Before I post this I should point out that I don't do all this stuff on my forsale photos, mokay?
Well let's leave aside the dark stage for now.
One of the major things that makes guitar photography easier is that it is generally acceptable to have harsh shadows, and they don't squish their eyes. So you can just put them in bright sunshine. That makes everything easier because now you don't have to worry about noise anymore.
Another thing is depth of field. You want wide depth of field, so don't bother getting a camera with a large sensor or a lens with large aperture. Of course you want enough light for that. As for lenses, you want sharp. Macro lenses are generally where the music is.
Indoors is more problematic since flashing directly at the guitar has reflections that are meh. Even if you use a large flash and bounce off the ceiling, the highly reflective nature of the guitar's paint means you'll have to fiddle for a while. Ideally you want a product photography setup which means light from all directions evenly, but that's a pain to get for large objects like guitars.
Well, this is the mother of all questions, and guitars are not a very well-researched photography topic where people have specific expectations. You can always assume that rules of thirds apply, and that you want diagonal lines - of some kind. The rest if proportions. What do you put where so that the zoom factor in play enlarges it how relative to the other parts of the guitar? No rules, these aren't people that know very specifically which parts are supposed how to look how. Consider your audience's viewpoint. What do they
expect? Do they desire the guitar in a stand that was in that shop in 1983? Do they desire the far away zoomed view to a guitar somebody was playing on a stage? Do they want a real close feeling to trigger the same neurotransmitters that flow when
playing the guitar? Do you want them to admire you for your photography or do you want to make them hot for the guitar.
On glossy guitars you want to watch what is visible in the reflection. Keep it free or start modeling something that should appear in there to make it more striking (but not distracting).
If you want real control of proportions you can start messing with shift-tilt lenses (Canon's TS-E 45mm comes to mind). Also gives you tools to get pleasant non-straight lines and control depth-of field that allows you to have selective sharp panes that are not parallel to the viewpoint.
Full auto except aperture will do.
Well first of all put a white balance reference card into one of the pictures so that you will have a reference. Especially if you are indoors. WB isn't too important since there is no reference for the viewer either and you can make the color anything you desire, but be warned that some cameras have real problems with WB when photographing music gear that has no white anywhere.

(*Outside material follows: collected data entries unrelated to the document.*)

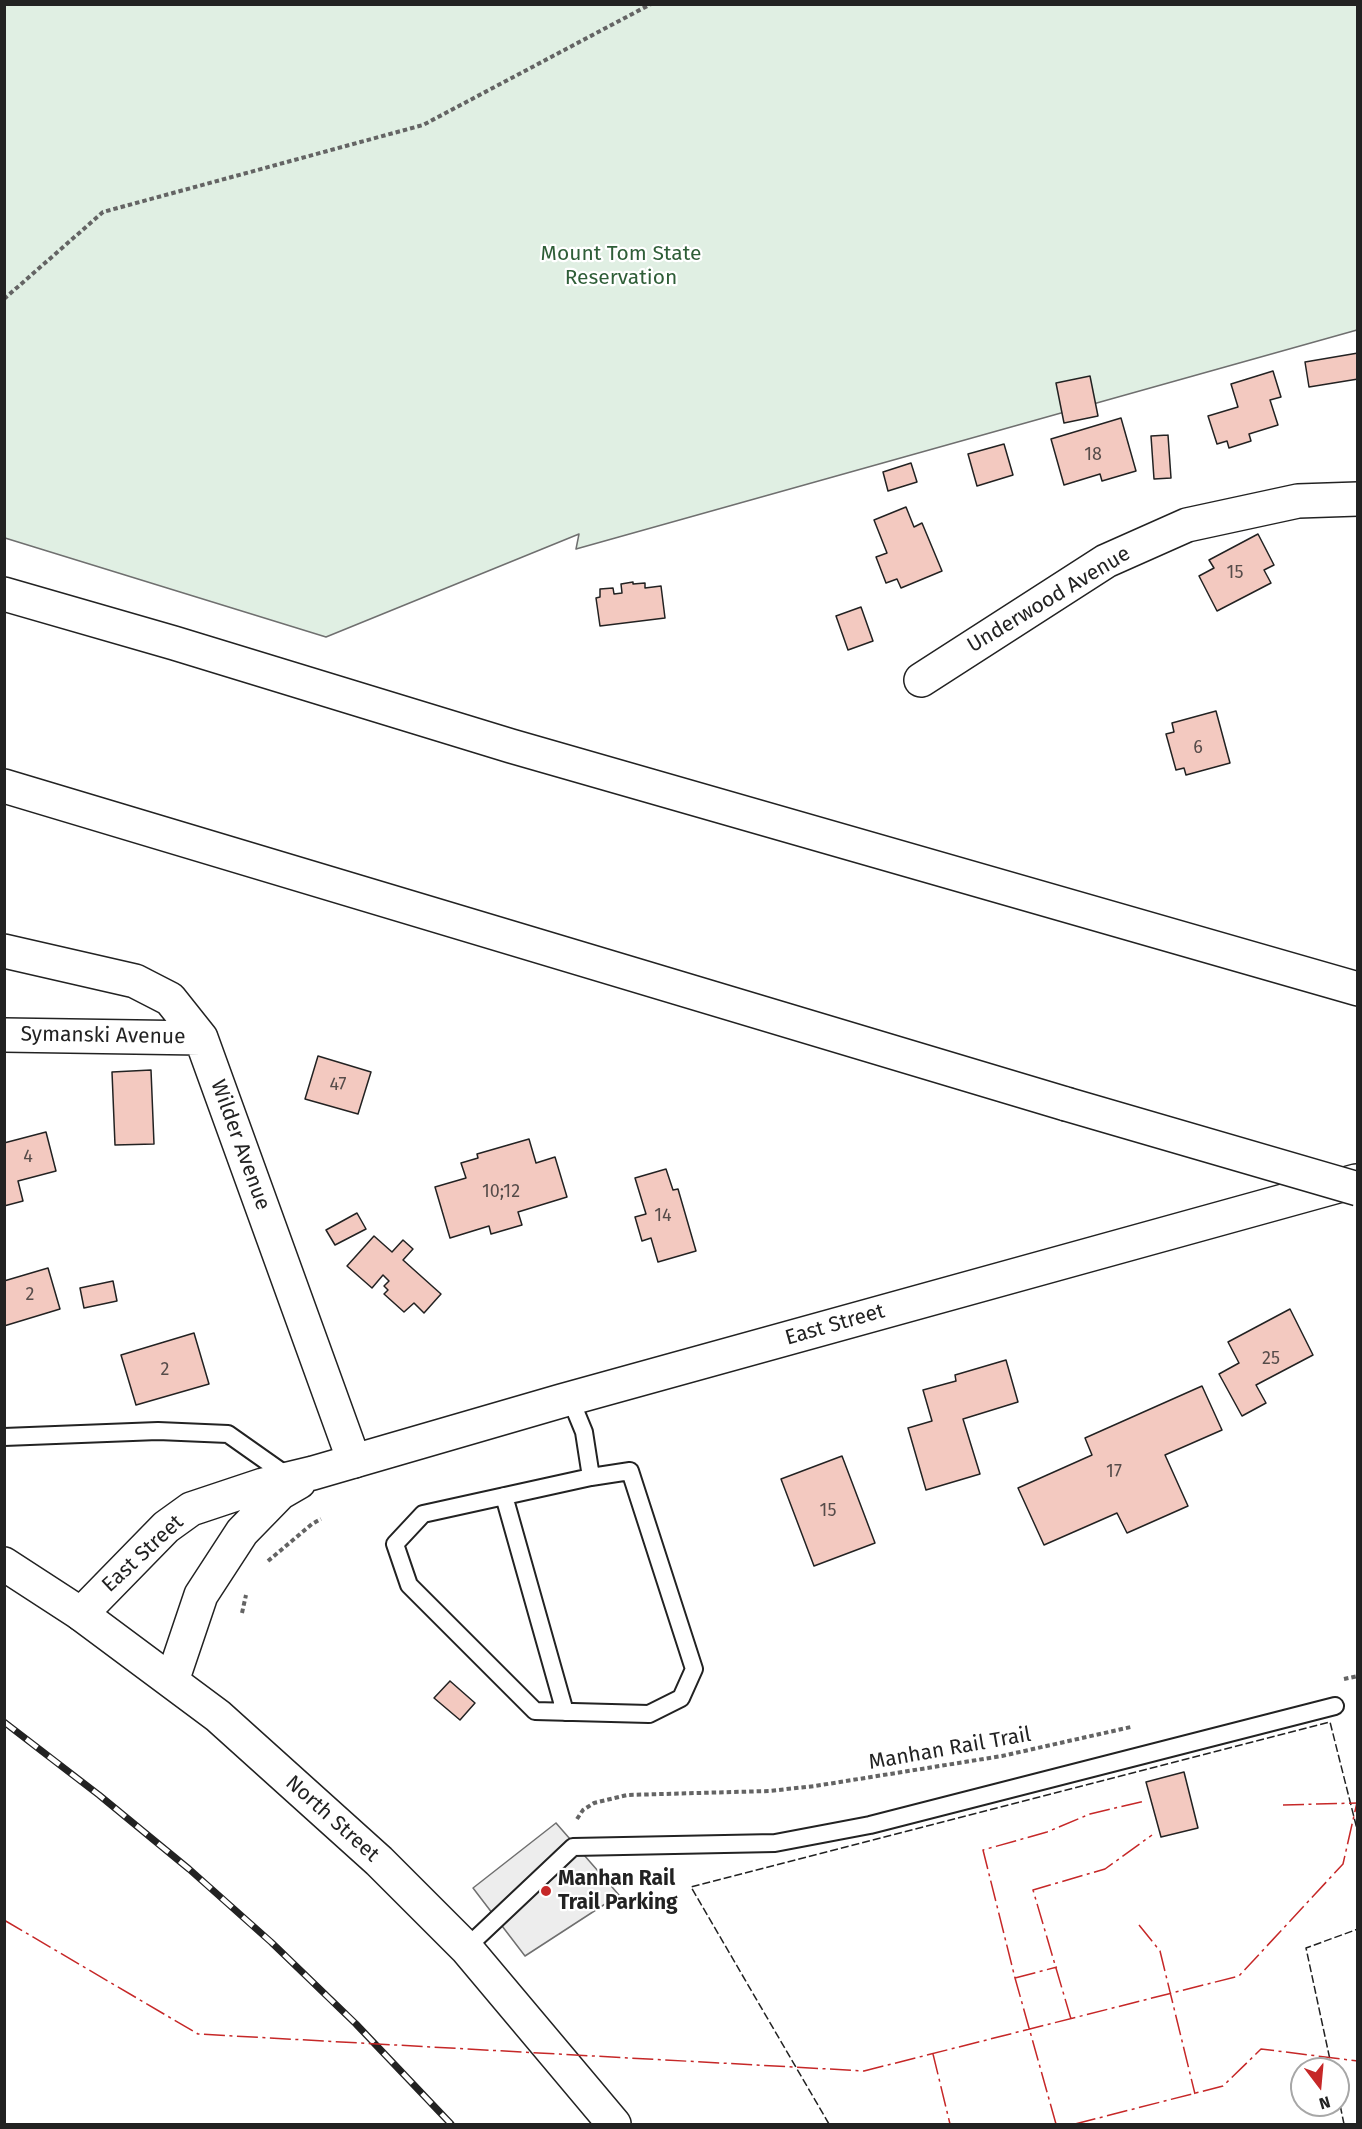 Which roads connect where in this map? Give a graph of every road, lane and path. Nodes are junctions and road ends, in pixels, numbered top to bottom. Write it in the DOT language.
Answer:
graph roads {
  1 [pos="651,4"];
  2 [pos="4,299"];
  3 [pos="1358,499"];
  4 [pos="4,594"];
  5 [pos="921,680"];
  6 [pos="4,786"];
  7 [pos="4,951"];
  8 [pos="1358,989"];
  9 [pos="4,1035"];
  10 [pos="201,1038"];
  11 [pos="1358,1181"];
  12 [pos="1358,1189"];
  13 [pos="570,1398"];
  14 [pos="4,1437"];
  15 [pos="354,1461"];
  16 [pos="301,1475"];
  17 [pos="591,1477"];
  18 [pos="504,1496"];
  19 [pos="321,1519"];
  20 [pos="4,1564"];
  21 [pos="262,1566"];
  22 [pos="246,1593"];
  23 [pos="242,1613"];
  24 [pos="81,1614"];
  25 [pos="1358,1676"];
  26 [pos="172,1681"];
  27 [pos="1335,1681"];
  28 [pos="1335,1706"];
  29 [pos="565,1712"];
  30 [pos="1140,1725"];
  31 [pos="573,1847"];
  32 [pos="466,1948"];
  33 [pos="614,2124"];
  1 -- 2 [label="path"];
  3 -- 5 [label="main road, Underwood Avenue"];
  4 -- 8 [label="main road"];
  6 -- 12 [label="main road, bridge"];
  7 -- 10 [label="main road, Wilder Avenue"];
  9 -- 10 [label="main road, Symanski Avenue"];
  10 -- 15 [label="main road, Wilder Avenue"];
  11 -- 13 [label="main road, East Street"];
  13 -- 15 [label="main road, East Street"];
  13 -- 17 [label="lane"];
  14 -- 16 [label="lane"];
  15 -- 16 [label="main road, East Street"];
  16 -- 24 [label="main road, East Street"];
  16 -- 26 [label="main road, East Street"];
  17 -- 18 [label="lane"];
  17 -- 29 [label="lane"];
  18 -- 29 [label="lane"];
  18 -- 29 [label="lane"];
  19 -- 21 [label="path"];
  20 -- 24 [label="main road, North Street"];
  22 -- 23 [label="path"];
  24 -- 26 [label="main road, North Street"];
  25 -- 27 [label="path"];
  26 -- 32 [label="main road, North Street"];
  28 -- 31 [label="lane"];
  30 -- 31 [label="path, Manhan Rail Trail"];
  31 -- 32 [label="lane"];
  32 -- 33 [label="main road, North Street"];
}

Aperture I usually have around f/9 to f/11 on crop sensor bodies if there's enough light. I can post some statistics of the settings if you like, easy enough.
As I said, the camera is the least of the problems here. A rebel with a 50mm macro is probably close to perfect, but of course you will want some other focal lengths in the end.
Outdoors, wait for the sun or a nuclear attack. Indoors, a large flash bounced off the ceiling can do a good job. Messing around with the usual softboxes or umbrellas in product photography can be frustrating.
White balance, obviously.
Use the techniques that you normally use to "pop" eyes and apply them to hardware detail. I usually use it on things like pickup polepieces/screws, logos, bridge saddles, the writing on knobs and the like. It makes you picture appear more "valuable".
See below for exposure mixing - underexpose the picture, keep bright details at that, lift the rest.
On glossy guitars you can "grab" on the shape of the contrast as it traverses a surface on the guitar. Open the color curves tool (don't use it on the colors, just the mix), pick the place where you are at for one point that is brighter and one point that is not so bright and then s-curve between those. Works especially well on black guitars.
A similar trick can be used to enhance structure that is below the surface. Namely flame maple under sunburst, but also the striping of rosewood.
Stage photography in bad light really has nothing to do with photographing your gear in a controlled environment. If the subject isn't moving you can obviously expose as long as you want but if there is outright shade on the good parts that's not gonna save you. I can ramble about it a bit if there's interest.
Random tricks:
- I often underexpose by 2/3rds of an f-stop (or more!) and bump it later in PP. The idea is that things like metal hardware, beige pickup rings and all the other bright things are not blown out in the original picture. You blend these from the dark version in the rest of the (bumped) picture. Don't worry about noise since you can expose as long as you want but keep in mind you want half the ISO as a minimum as you normally feel good with. The whole thing becomes much more saturated looking. Correctly exposed guitar photos generally suck.
- Restrict the noise reduction in the camera, if any. Note that Canon cameras do not allow you to turn off all NR even though the menu says so. But it only applies to the jpegs and with low enough ISO there shouldn't be any. You should be able to keep ISO low enough so that it doesn't do much but I often do without any. NR is the works of the devil. You want sharp, sharp, sharp, and as much detail as you can get, this isn't your girlfriend.
- Hammer away with the shutter. Get a fast picture viewer/selector. It's not really easy to see good angles in the viewfinder if you don't have a lot of experience, things are different on a computer screen. You should have hundreds of frames from a session. Shoot quickly, toss quickly.
- Get a step ladder, and comfortable kneepads, too. Don't let your height or your joint aches dictate your picture composition.